Saturday, October 16

just caught up on losts of blogs and wow do i feel better for it. much more productive than study. thanx guys
i wish i was in a nothing-to-lose phase like tanya. but no, i seem to have alot of important things that supposedly 'matter' going on...
the funny thing (that's not actually funny at all) is that i don't feel like monday could possibly be that day that i've been dreading for so long. that's less than 2 days away. i am definitely nowhere near ready. i am definitely nowhere near going to get good marks. someone shoot me.
i hate that people have made this out to be some hugely huge thing that determines your whole future. well poo to that i say! i refuse for it to make a difference in my life. that's why i'm going to go to a lovely Christian college like CCC SCA where i don't think i need a very high HSC mark - yay! coz i'm not gonna get a good mark.
and you know what, somehow i don't actually care. i feel really bad though coz i know that heaps of people are expecting these spectacular marks from me, but screw it i say! sorry to my parents and my teachers and my friends out there who've been supporting me all this time and encouraging me to do my absolute best, but i can't and i won't. and i know that. so i want you all to know it too. like yes, sure i'm gonna try heaps hard, but i'm just over it!

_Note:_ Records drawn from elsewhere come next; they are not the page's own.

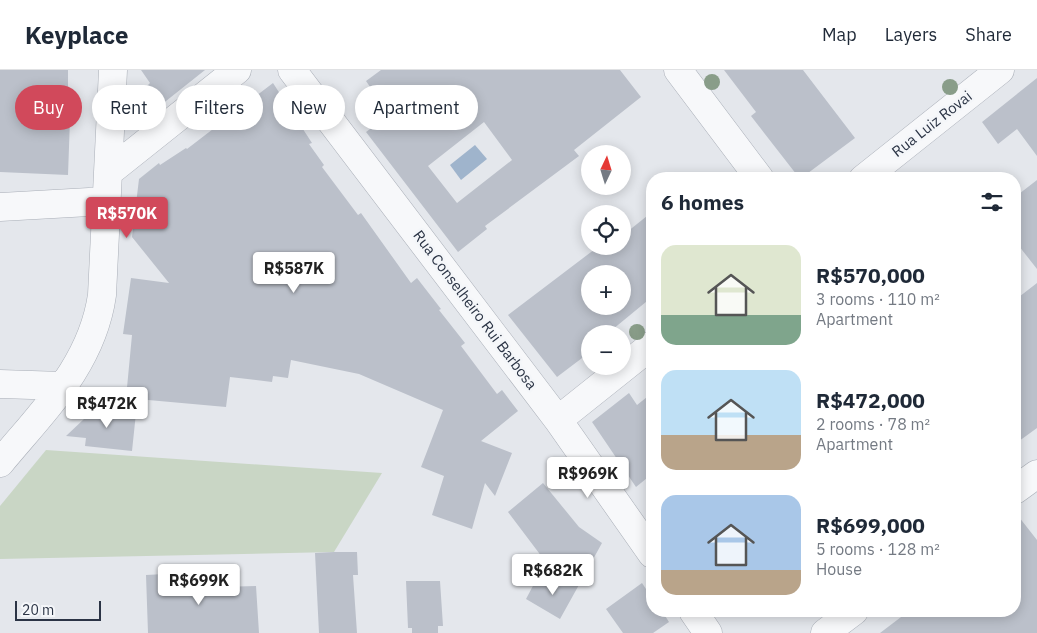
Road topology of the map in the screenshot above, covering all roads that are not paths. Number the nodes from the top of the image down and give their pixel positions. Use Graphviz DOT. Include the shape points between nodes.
graph roads {
  1 [pos="113,70"];
  2 [pos="237,70"];
  3 [pos="292,70"];
  4 [pos="678,70"];
  5 [pos="1000,70"];
  6 [pos="109,172"];
  7 [pos="755,172"];
  8 [pos="872,172"];
  9 [pos="107,201"];
  10 [pos="0,207"];
  11 [pos="646,350"];
  12 [pos="0,384"];
  13 [pos="63,386"];
  14 [pos="558,420"];
  15 [pos="0,463"];
  16 [pos="1037,474"];
  17 [pos="1021,486"];
  18 [pos="646,545"];
  19 [pos="696,617"];
  20 [pos="846,617"];
  21 [pos="708,633"];
  22 [pos="825,633"];
  1 -- 6 [label="street"];
  2 -- 6 [label="street"];
  3 -- 14 [label="street, Rua Conselheiro Rui Barbosa"];
  4 -- 7 [label="street"];
  5 -- 8 [label="street, Rua Luiz Rovai"];
  6 -- 9 [label="street"];
  9 -- 10 [label="street"];
  9 -- 13 [label="street" via="99,313 83,356"];
  11 -- 14 [label="street"];
  12 -- 13 [label="street"];
  13 -- 15 [label="street"];
  14 -- 18 [label="street, Rua Conselheiro Rui Barbosa"];
  16 -- 17 [label="street"];
  19 -- 21 [label="street"];
  20 -- 22 [label="street"];
}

i think it's a shame that everyone puts so much pressure on yr 12's doing HSC.
in a way i want to fail just to prove - well... i don't know what to prove actually... maybe to prove that i'm not going to succumb to the authorities and the 'traditional' ways of getting 'ahead in life'. maybe i want to rub it in my parents' faces and put the blame on them for destroying my house while i'm attempting to study... maybe i want to shock people with my dodgey mark just to see their faces. at least if i'm going to disappoint, i may as well disappoint wholeheartedly and laugh about it right? hmmm...

in less HSC-type news, i love the parrot that has suddenly become a member of our family (NOT!). i've called it Norbert, but i should change it to 5:30amSquwarker!!! seriously, this bird has no concept of decency. it just doesn't shut up!
also going fabulously is the renovations. friday morning mum dashes into my room and says "Lauren, quick, i need a hand clearing the bathroom!" to which we rapidly removed all accessories from the bathroom whilst being watched by a builder with a sledgehammer in hand. And i had been going so well with doing past exam papers tha morning, but then after that interruption and when the jackhammering commenced, studying whilst being shaken isn't a very effective combination. oh, and i enjoyed my shower last night in a half demolished bathroom (the only thing left standing was the shower and dripping pipes). i even received 2 cuts on my feet from broken tiles - SCORE! so looking forward to tonight's bathroom adventure.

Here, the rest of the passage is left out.